There are differing accounts of this event, but one alleges that a white stockman at Walcha Hut (now called Brewarrina), abducted an Aboriginal woman. The stockman was warned by the woman's fellow tribe members to release her. When the stockman refused to release the woman, they were both killed. White settlers retaliated by shooting a large number of Aboriginal men, women and children. Another version claims that the Hospital Creek Massacre was led by J. McKenzie and refers to the death of 300 Aboriginals in retaliation for having "annoyed" white settlers.

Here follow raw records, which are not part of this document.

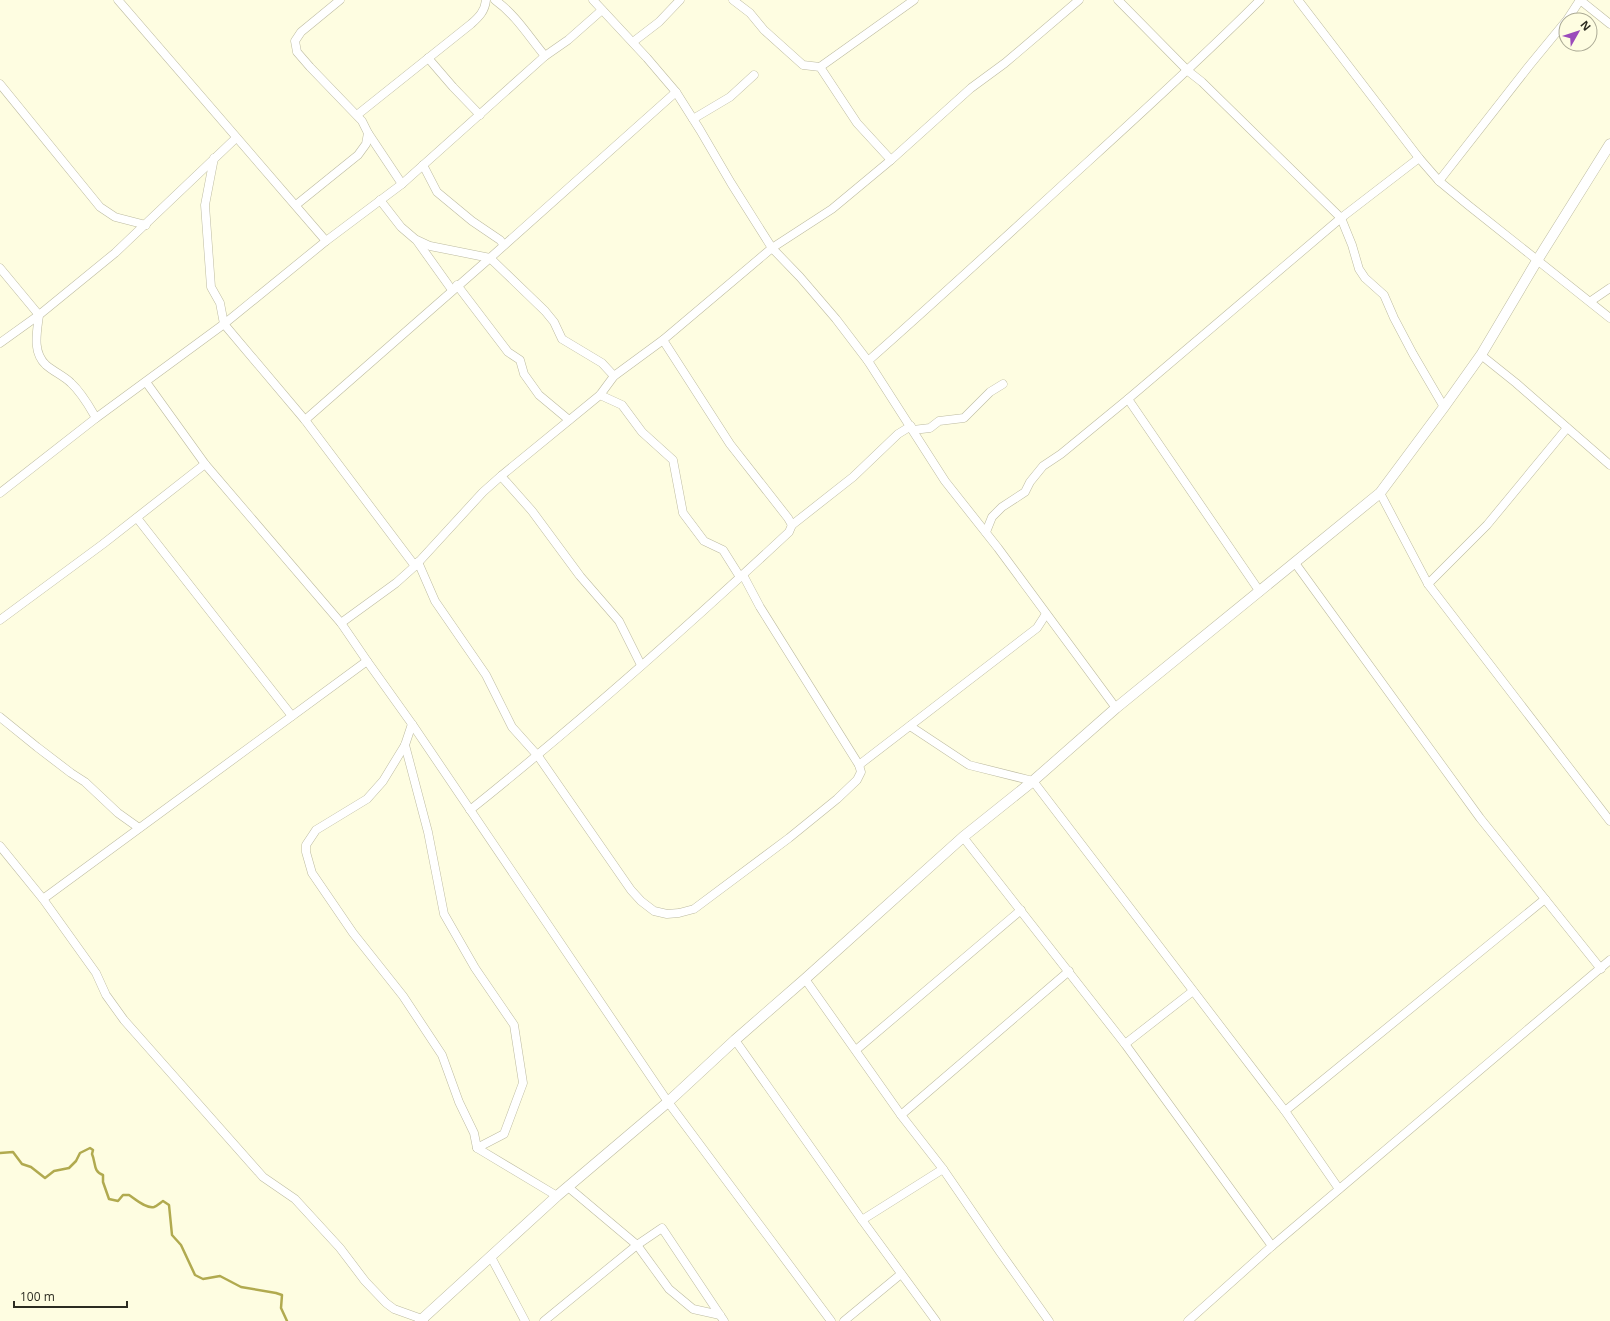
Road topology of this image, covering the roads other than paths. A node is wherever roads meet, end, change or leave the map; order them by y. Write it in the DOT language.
graph roads {
  1 [pos="118,0"];
  2 [pos="340,0"];
  3 [pos="486,0"];
  4 [pos="494,0"];
  5 [pos="593,0"];
  6 [pos="680,0"];
  7 [pos="733,0"];
  8 [pos="914,0"];
  9 [pos="1118,0"];
  10 [pos="1260,0"];
  11 [pos="1298,0"];
  12 [pos="1580,0"];
  13 [pos="1075,1"];
  14 [pos="602,10"];
  15 [pos="1572,12"];
  16 [pos="1610,24"];
  17 [pos="1558,31"];
  18 [pos="632,42"];
  19 [pos="545,56"];
  20 [pos="428,58"];
  21 [pos="820,67"];
  22 [pos="1188,71"];
  23 [pos="754,75"];
  24 [pos="0,84"];
  25 [pos="676,92"];
  26 [pos="357,115"];
  27 [pos="480,115"];
  28 [pos="693,119"];
  29 [pos="368,133"];
  30 [pos="236,138"];
  31 [pos="1610,144"];
  32 [pos="214,158"];
  33 [pos="1419,158"];
  34 [pos="891,160"];
  35 [pos="423,166"];
  36 [pos="1439,181"];
  37 [pos="402,184"];
  38 [pos="380,200"];
  39 [pos="296,205"];
  40 [pos="1341,218"];
  41 [pos="146,225"];
  42 [pos="415,239"];
  43 [pos="326,241"];
  44 [pos="504,245"];
  45 [pos="772,248"];
  46 [pos="490,258"];
  47 [pos="1538,259"];
  48 [pos="0,268"];
  49 [pos="455,288"];
  50 [pos="1610,288"];
  51 [pos="1591,301"];
  52 [pos="39,315"];
  53 [pos="1610,318"];
  54 [pos="224,324"];
  55 [pos="663,340"];
  56 [pos="0,343"];
  57 [pos="1481,355"];
  58 [pos="868,361"];
  59 [pos="614,376"];
  60 [pos="146,382"];
  61 [pos="1003,384"];
  62 [pos="600,395"];
  63 [pos="1128,399"];
  64 [pos="1444,408"];
  65 [pos="96,418"];
  66 [pos="305,420"];
  67 [pos="569,420"];
  68 [pos="912,428"];
  69 [pos="1567,428"];
  70 [pos="205,464"];
  71 [pos="1610,465"];
  72 [pos="500,476"];
  73 [pos="0,493"];
  74 [pos="1380,493"];
  75 [pos="137,518"];
  76 [pos="792,526"];
  77 [pos="986,532"];
  78 [pos="1295,563"];
  79 [pos="416,564"];
  80 [pos="742,576"];
  81 [pos="1428,584"];
  82 [pos="1260,592"];
  83 [pos="1046,614"];
  84 [pos="0,620"];
  85 [pos="342,623"];
  86 [pos="366,661"];
  87 [pos="641,665"];
  88 [pos="1116,708"];
  89 [pos="292,716"];
  90 [pos="0,717"];
  91 [pos="412,724"];
  92 [pos="910,726"];
  93 [pos="405,745"];
  94 [pos="538,756"];
  95 [pos="859,765"];
  96 [pos="1033,781"];
  97 [pos="470,810"];
  98 [pos="1609,819"];
  99 [pos="139,828"];
  100 [pos="963,837"];
  101 [pos="0,846"];
  102 [pos="43,899"];
  103 [pos="1545,899"];
  104 [pos="1021,910"];
  105 [pos="1610,960"];
  106 [pos="1601,968"];
  107 [pos="1069,971"];
  108 [pos="805,979"];
  109 [pos="1193,991"];
  110 [pos="735,1040"];
  111 [pos="1125,1044"];
  112 [pos="856,1050"];
  113 [pos="668,1102"];
  114 [pos="1285,1111"];
  115 [pos="901,1115"];
  116 [pos="477,1148"];
  117 [pos="943,1169"];
  118 [pos="568,1187"];
  119 [pos="1339,1189"];
  120 [pos="557,1196"];
  121 [pos="862,1220"];
  122 [pos="637,1245"];
  123 [pos="1272,1246"];
  124 [pos="491,1257"];
  125 [pos="901,1274"];
  126 [pos="722,1318"];
  127 [pos="422,1320"];
  128 [pos="524,1321"];
  129 [pos="544,1321"];
  130 [pos="832,1321"];
  131 [pos="844,1321"];
  132 [pos="936,1321"];
  133 [pos="1049,1321"];
  134 [pos="1188,1321"];
  1 -- 30 [label="street"];
  2 -- 26 [label="street"];
  3 -- 20 [label="street"];
  4 -- 19 [label="street"];
  5 -- 14 [label="street"];
  6 -- 18 [label="street"];
  7 -- 21 [label="street"];
  8 -- 21 [label="street"];
  9 -- 22 [label="street"];
  10 -- 22 [label="street"];
  11 -- 33 [label="street"];
  12 -- 15 [label="street"];
  12 -- 16 [label="street"];
  13 -- 34 [label="street"];
  14 -- 18 [label="street"];
  14 -- 19 [label="street"];
  17 -- 36 [label="street"];
  18 -- 25 [label="street"];
  19 -- 27 [label="street"];
  20 -- 26 [label="street"];
  20 -- 27 [label="street"];
  21 -- 34 [label="street"];
  22 -- 40 [label="street"];
  22 -- 58 [label="street"];
  23 -- 28 [label="street"];
  24 -- 41 [label="street"];
  25 -- 28 [label="street"];
  25 -- 44 [label="street"];
  26 -- 29 [label="street"];
  27 -- 35 [label="street"];
  28 -- 45 [label="street"];
  29 -- 37 [label="street"];
  29 -- 39 [label="street"];
  30 -- 32 [label="street"];
  30 -- 39 [label="street"];
  31 -- 47 [label="street"];
  32 -- 41 [label="street"];
  32 -- 54 [label="street"];
  33 -- 36 [label="street"];
  33 -- 40 [label="street"];
  34 -- 45 [label="street"];
  35 -- 37 [label="street"];
  35 -- 44 [label="street"];
  36 -- 47 [label="street"];
  37 -- 38 [label="street"];
  38 -- 42 [label="street"];
  38 -- 43 [label="street"];
  39 -- 43 [label="street"];
  40 -- 63 [label="street"];
  40 -- 64 [label="street"];
  41 -- 52 [label="street"];
  42 -- 46 [label="street"];
  42 -- 49 [label="street"];
  43 -- 54 [label="street"];
  44 -- 46 [label="street"];
  45 -- 55 [label="street"];
  45 -- 58 [label="street"];
  46 -- 49 [label="street"];
  46 -- 59 [label="street"];
  47 -- 51 [label="street"];
  47 -- 57 [label="street"];
  48 -- 52 [label="street"];
  49 -- 66 [label="street"];
  49 -- 67 [label="street"];
  50 -- 51 [label="street"];
  51 -- 53 [label="street"];
  52 -- 56 [label="street"];
  52 -- 65 [label="street"];
  54 -- 60 [label="street"];
  54 -- 66 [label="street"];
  55 -- 59 [label="street"];
  55 -- 76 [label="street"];
  57 -- 64 [label="street"];
  57 -- 69 [label="street"];
  58 -- 68 [label="street"];
  59 -- 62 [label="street"];
  60 -- 65 [label="street"];
  60 -- 70 [label="street"];
  61 -- 68 [label="street"];
  62 -- 67 [label="street"];
  62 -- 80 [label="street"];
  63 -- 77 [label="street"];
  63 -- 82 [label="street"];
  64 -- 74 [label="street"];
  65 -- 73 [label="street"];
  66 -- 79 [label="street"];
  67 -- 72 [label="street"];
  68 -- 76 [label="street"];
  68 -- 77 [label="street"];
  69 -- 71 [label="street"];
  69 -- 81 [label="street"];
  70 -- 75 [label="street"];
  70 -- 85 [label="street"];
  72 -- 79 [label="street"];
  72 -- 87 [label="street"];
  74 -- 78 [label="street"];
  74 -- 81 [label="street"];
  75 -- 84 [label="street"];
  75 -- 89 [label="street"];
  76 -- 80 [label="street"];
  77 -- 83 [label="street"];
  78 -- 82 [label="street"];
  78 -- 103 [label="street"];
  79 -- 85 [label="street"];
  79 -- 94 [label="street"];
  80 -- 87 [label="street"];
  80 -- 95 [label="street"];
  81 -- 98 [label="street"];
  82 -- 88 [label="street"];
  83 -- 88 [label="street"];
  83 -- 92 [label="street"];
  85 -- 86 [label="street"];
  86 -- 89 [label="street"];
  86 -- 91 [label="street"];
  87 -- 94 [label="street"];
  88 -- 96 [label="street"];
  89 -- 99 [label="street"];
  90 -- 99 [label="street"];
  91 -- 93 [label="street"];
  91 -- 97 [label="street"];
  92 -- 95 [label="street"];
  92 -- 96 [label="street"];
  93 -- 116 [label="street"];
  93 -- 116 [label="street"];
  94 -- 95 [label="street"];
  94 -- 97 [label="street"];
  96 -- 100 [label="street"];
  96 -- 109 [label="street"];
  97 -- 113 [label="street"];
  99 -- 102 [label="street"];
  100 -- 104 [label="street"];
  100 -- 108 [label="street"];
  101 -- 102 [label="street"];
  102 -- 127 [label="street"];
  103 -- 106 [label="street"];
  103 -- 114 [label="street"];
  104 -- 107 [label="street"];
  104 -- 112 [label="street"];
  105 -- 106 [label="street"];
  106 -- 119 [label="street"];
  107 -- 111 [label="street"];
  107 -- 115 [label="street"];
  108 -- 110 [label="street"];
  108 -- 112 [label="street"];
  109 -- 111 [label="street"];
  109 -- 114 [label="street"];
  110 -- 113 [label="street"];
  110 -- 121 [label="street"];
  111 -- 123 [label="street"];
  112 -- 115 [label="street"];
  113 -- 118 [label="street"];
  113 -- 130 [label="street"];
  114 -- 119 [label="street"];
  115 -- 117 [label="street"];
  116 -- 120 [label="street"];
  117 -- 121 [label="street"];
  117 -- 133 [label="street"];
  118 -- 120 [label="street"];
  118 -- 122 [label="street"];
  119 -- 123 [label="street"];
  120 -- 124 [label="street"];
  121 -- 125 [label="street"];
  122 -- 126 [label="street"];
  122 -- 126 [label="street"];
  122 -- 129 [label="street"];
  123 -- 134 [label="street"];
  124 -- 127 [label="street"];
  124 -- 128 [label="street"];
  125 -- 131 [label="street"];
  125 -- 132 [label="street"];
}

In 1928, The Sydney Mail published an article titled Pioneers of the West: The Massacre at Hospital Creek, written by G. M. Smith. This version names Cornelius "Con" Bride, the manager of the Quantambone cattle station, as the main organiser of the massacre. Bride claimed that many of his cattle were being speared near the waterholes by a large group of Aboriginal people from the Culgoa River. He attempted to persuade them to move on but they refused, so he went to an adjoining cattle station for assistance. They sent men and ammunition, and Con Bride led a force of 20 armed men, including at least six "black boys" from the cattle station, to disperse the Culgoa River Aboriginals. He claimed that only a "dozen or so" were shot, however it is possible that it was many more. He was quoted as saying "Some went so far as to say that I should have been put on trial for what I did, but the Government was well aware of the fact that the work we were doing outback could not be done with white-gloves on, and, therefore, were not too ready to take action in such cases, but depended on the humanity of the white settlers to spare the natives as much as possible."

Bride described how the Aboriginal men were hiding in the trees at the waterholes and spearing the cattle when they came to drink. The name Hospital Creek is itself derived from massacre, alluding to the many Aboriginal people wounded and killed there.